━━━━━ Data for this exercise
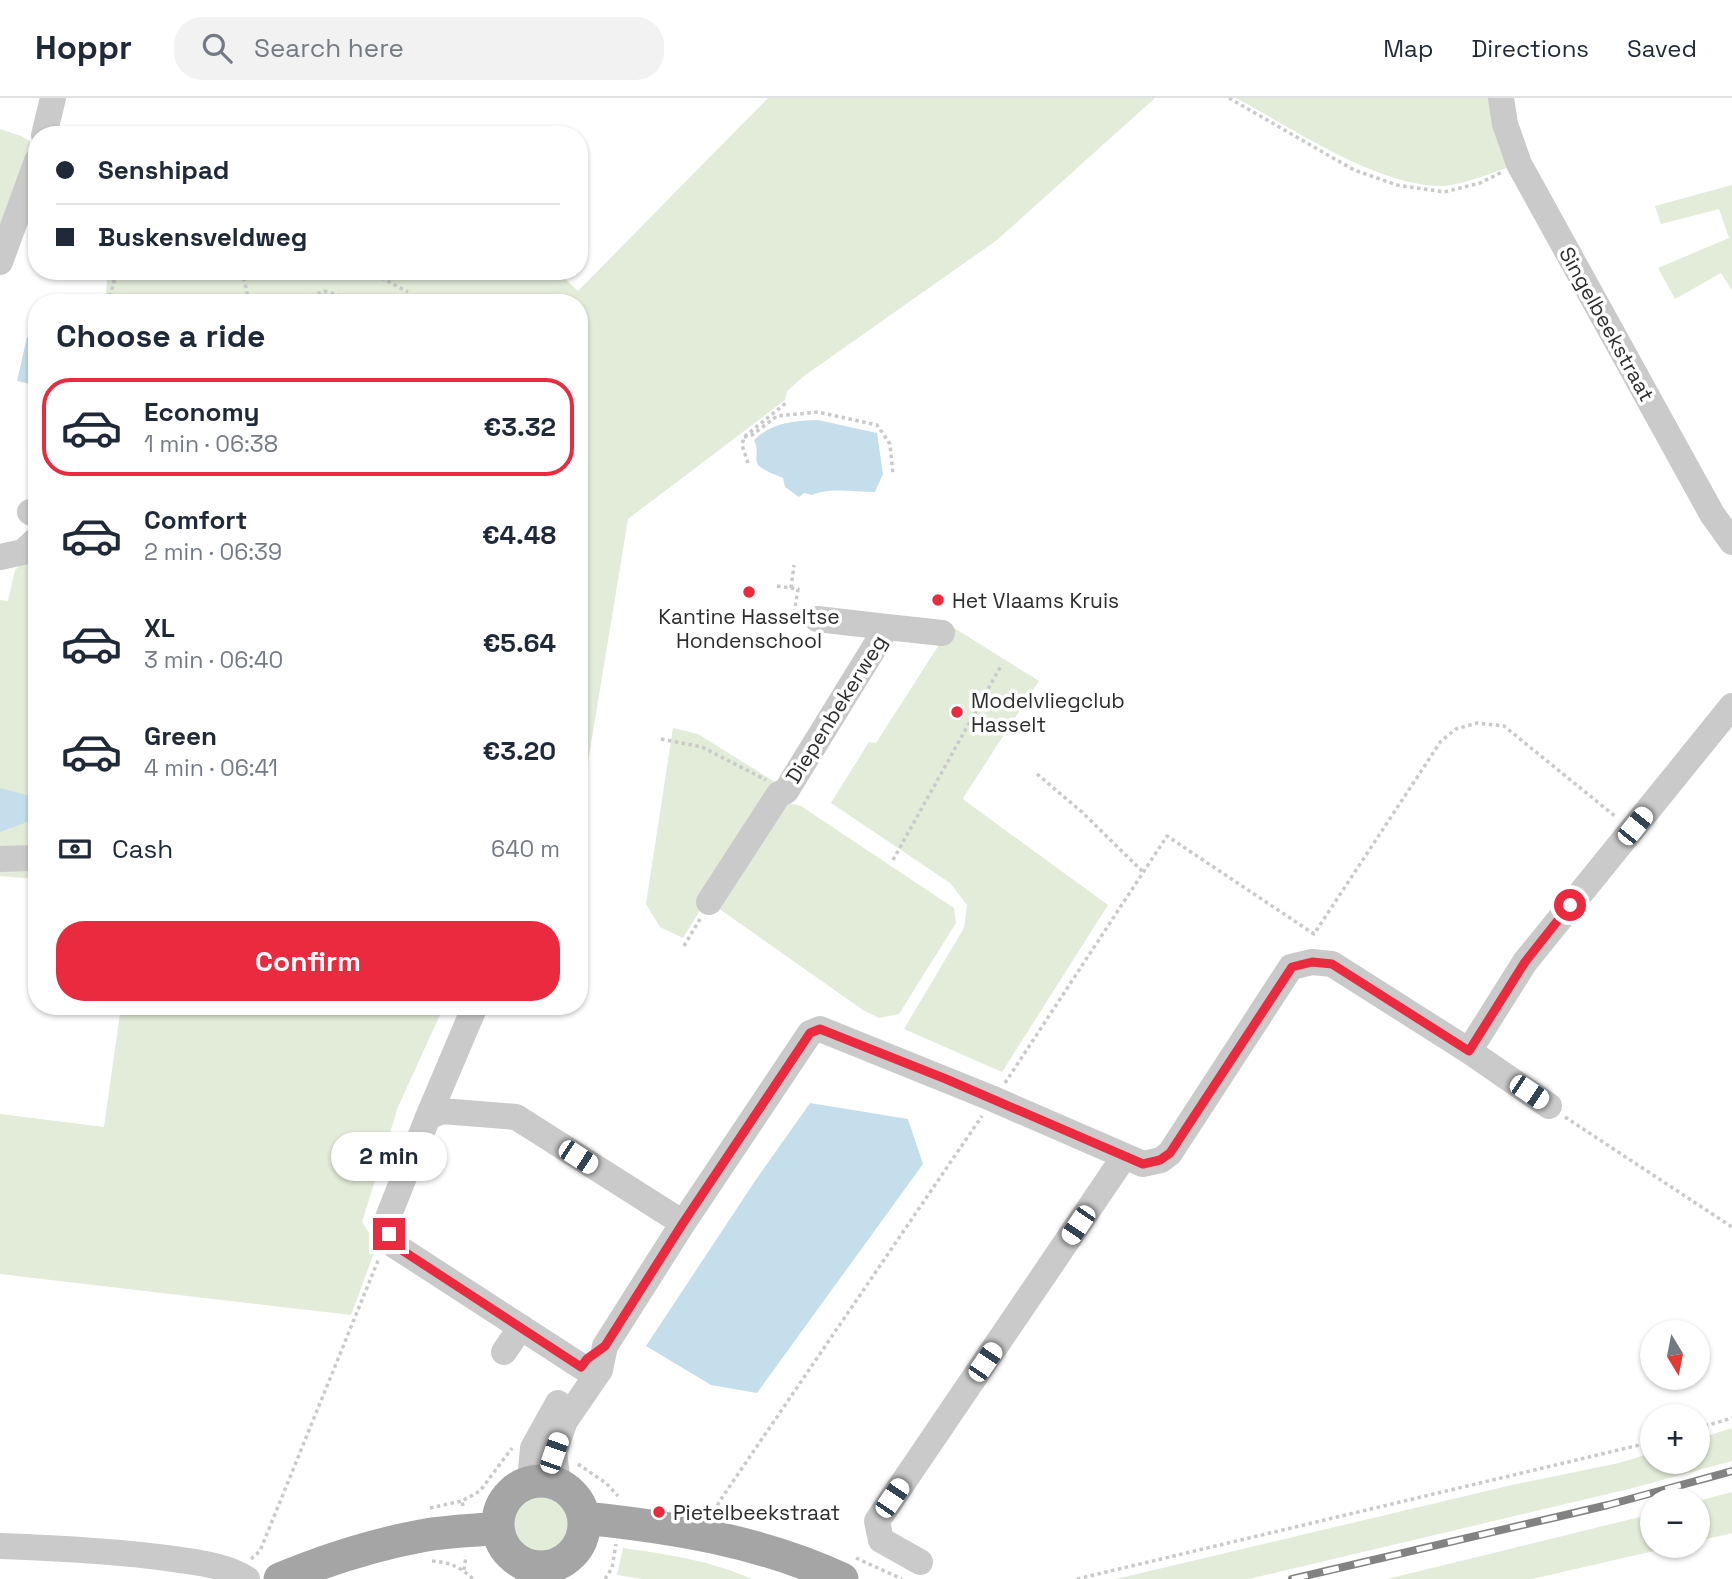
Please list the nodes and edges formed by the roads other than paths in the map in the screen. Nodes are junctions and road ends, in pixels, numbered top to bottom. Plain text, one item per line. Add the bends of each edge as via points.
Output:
1 (53, 98) edge
2 (1501, 98) edge
3 (46, 126) edge
4 (28, 185) edge
5 (0, 261) edge
6 (1732, 542) edge
7 (28, 547) edge
8 (0, 557) edge
9 (805, 620) road end
10 (887, 627) junction
11 (943, 633) dead end
12 (1732, 706) edge
13 (28, 858) edge
14 (0, 859) edge
15 (709, 902) road end
16 (471, 1015) edge
17 (1469, 1051) junction
18 (1549, 1106) road end
19 (428, 1117) junction
20 (1124, 1157) junction
21 (683, 1223) junction
22 (521, 1327) junction
23 (504, 1352) dead end
24 (589, 1372) junction
25 (544, 1482) junction
26 (583, 1527) junction
27 (498, 1528) junction
28 (0, 1546) edge
29 (920, 1562) dead end
30 (540, 1572) edge
31 (242, 1575) edge
32 (280, 1579) edge
33 (779, 1579) edge
34 (842, 1579) edge

1 - 3 street
2 - 6 street, Singelbeekstraat via 1519,164 1712,514
4 - 5 street
7 - 8 street
9 - 10 street, Diepenbekerweg
10 - 11 street, Diepenbekerweg
10 - 15 street, Diepenbekerweg
12 - 17 street via 1525,962
13 - 14 street
16 - 19 street
17 - 18 street
17 - 20 street via 1332,964 1292,967 1170,1153 1143,1164
19 - 21 street via 442,1111 516,1117
19 - 22 street via 385,1226 394,1245
20 - 21 street via 820,1029 810,1033
20 - 29 street via 877,1521 881,1540
21 - 24 street via 605,1346 600,1370
22 - 23 street
22 - 24 street
24 - 25 street via 565,1421
25 - 26 main road via 572,1493
25 - 27 main road via 512,1490 498,1515
26 - 30 main road via 570,1556
26 - 33 main road via 684,1548
26 - 34 main road via 665,1527 733,1541
27 - 30 main road via 502,1543 514,1558
27 - 32 main road via 385,1543
28 - 31 street via 152,1556 210,1564

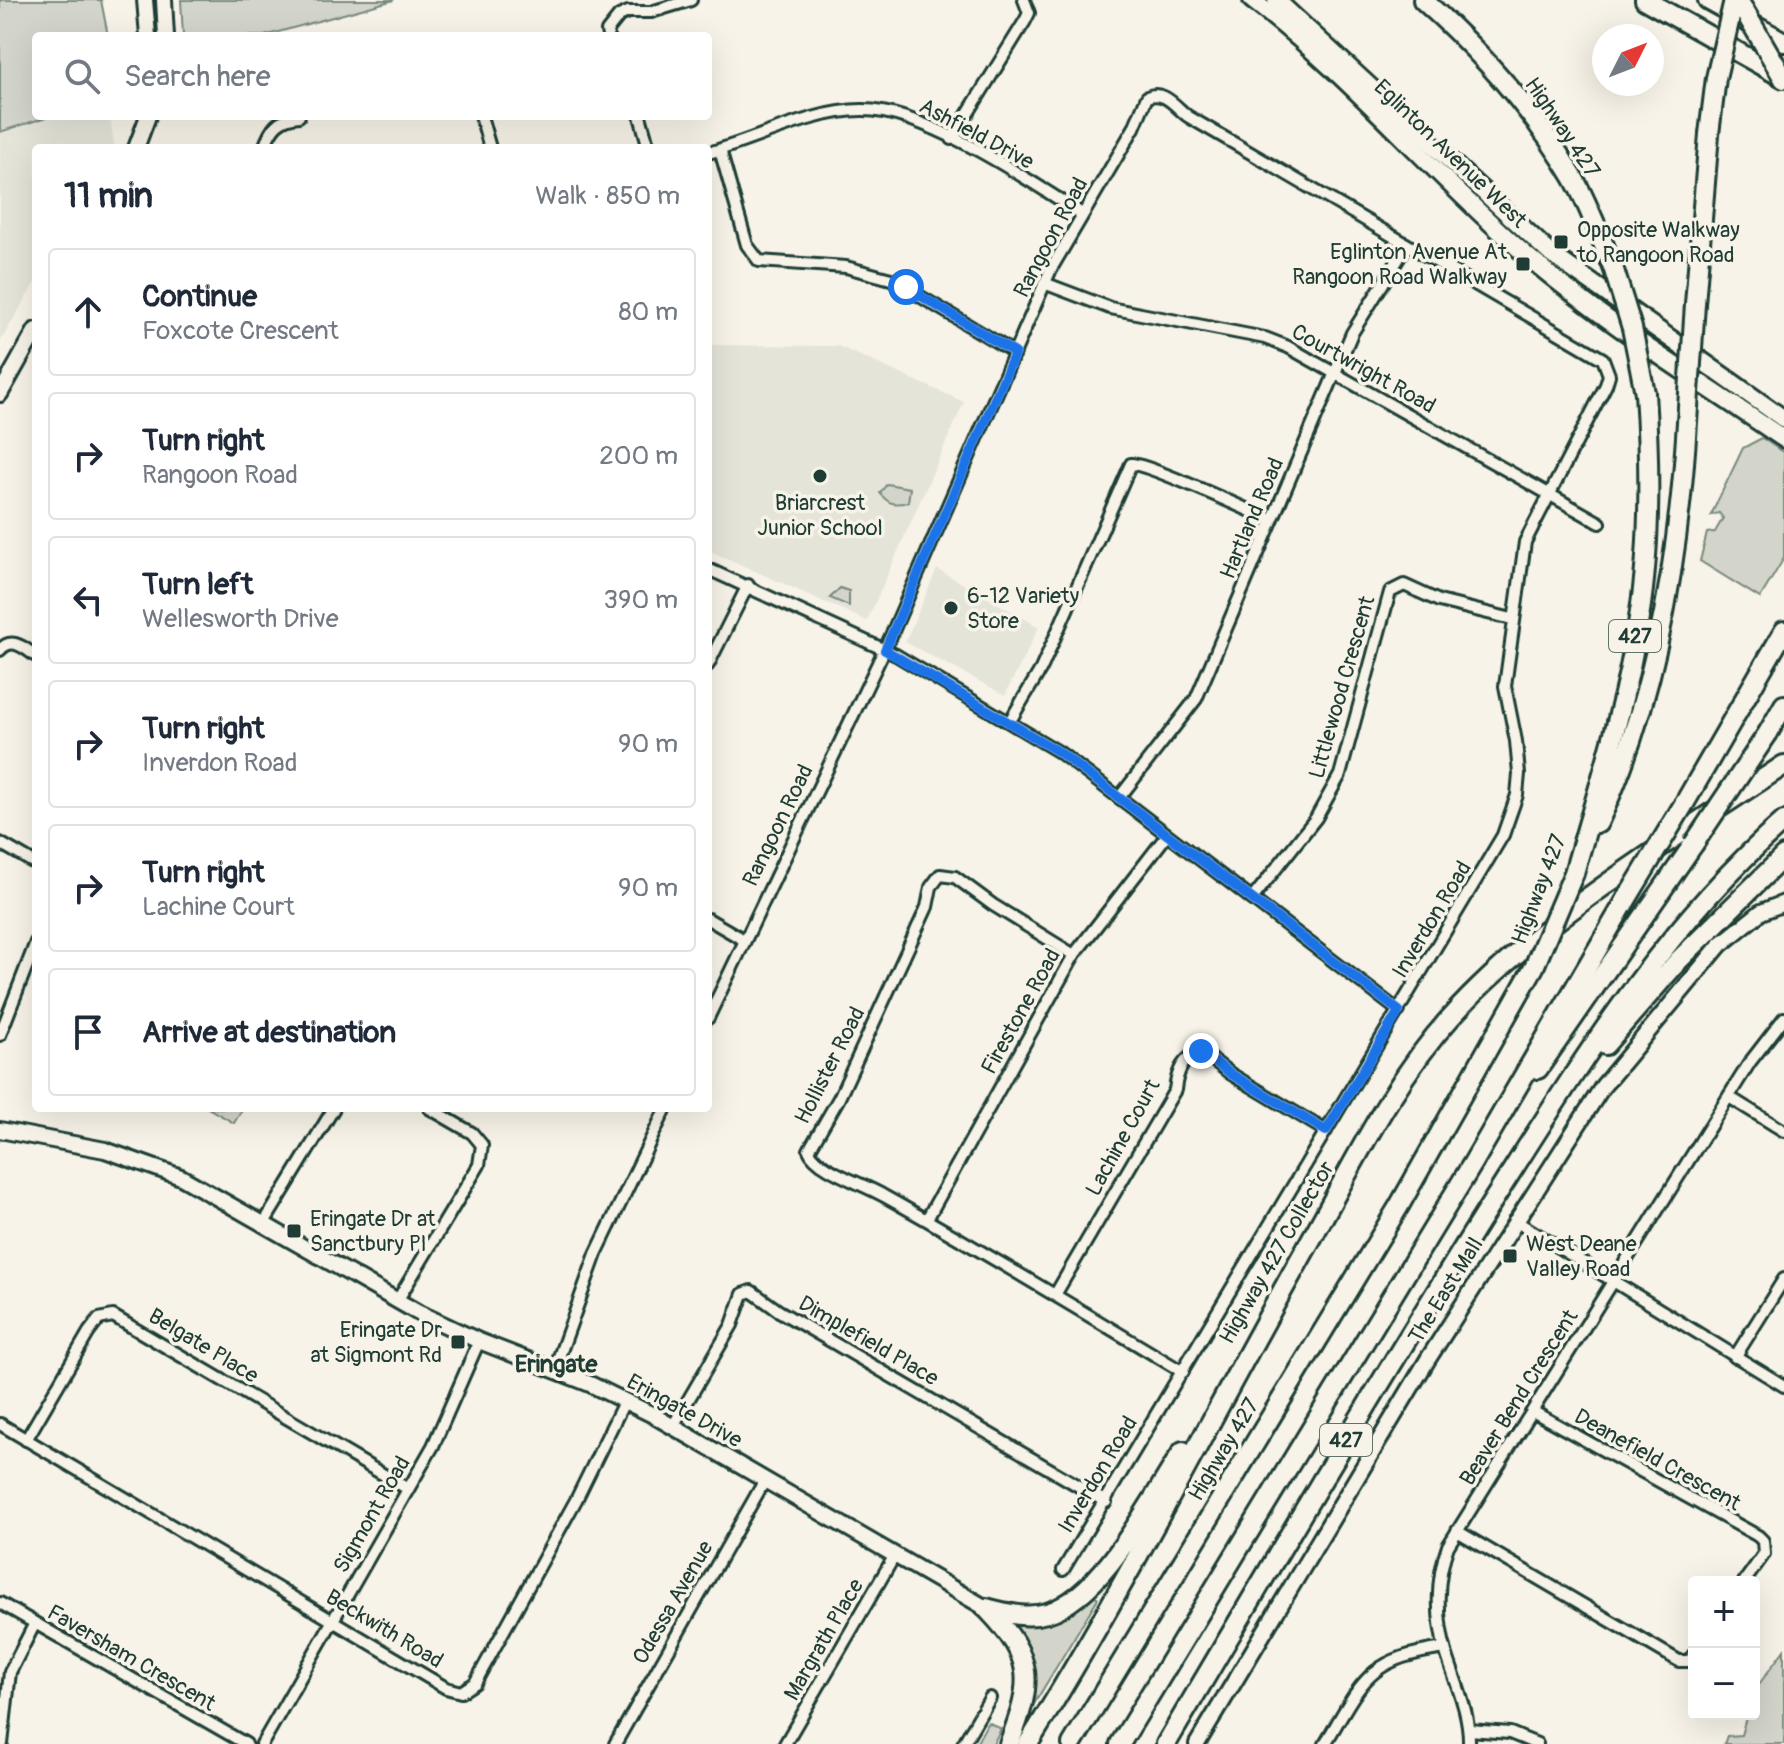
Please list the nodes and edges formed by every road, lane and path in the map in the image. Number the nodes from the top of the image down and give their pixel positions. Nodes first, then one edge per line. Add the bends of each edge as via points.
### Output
━━━━━━━━━━
_Exercise details_:
When the word "each" shows up in a line of the entries, report that line.

_Answer to this exercise_:
Please list the nodes and edges formed by the roads other than paths in the map in the screen. Nodes are junctions and road ends, in pixels, numbered top to bottom. Plain text, one item per line. Add the bends of each edge as via points.
Please list the nodes and edges formed by every road, lane and path in the map in the image. Number the nodes from the top of the image down and give their pixel positions. Nodes first, then one edge per line. Add the bends of each edge as via points.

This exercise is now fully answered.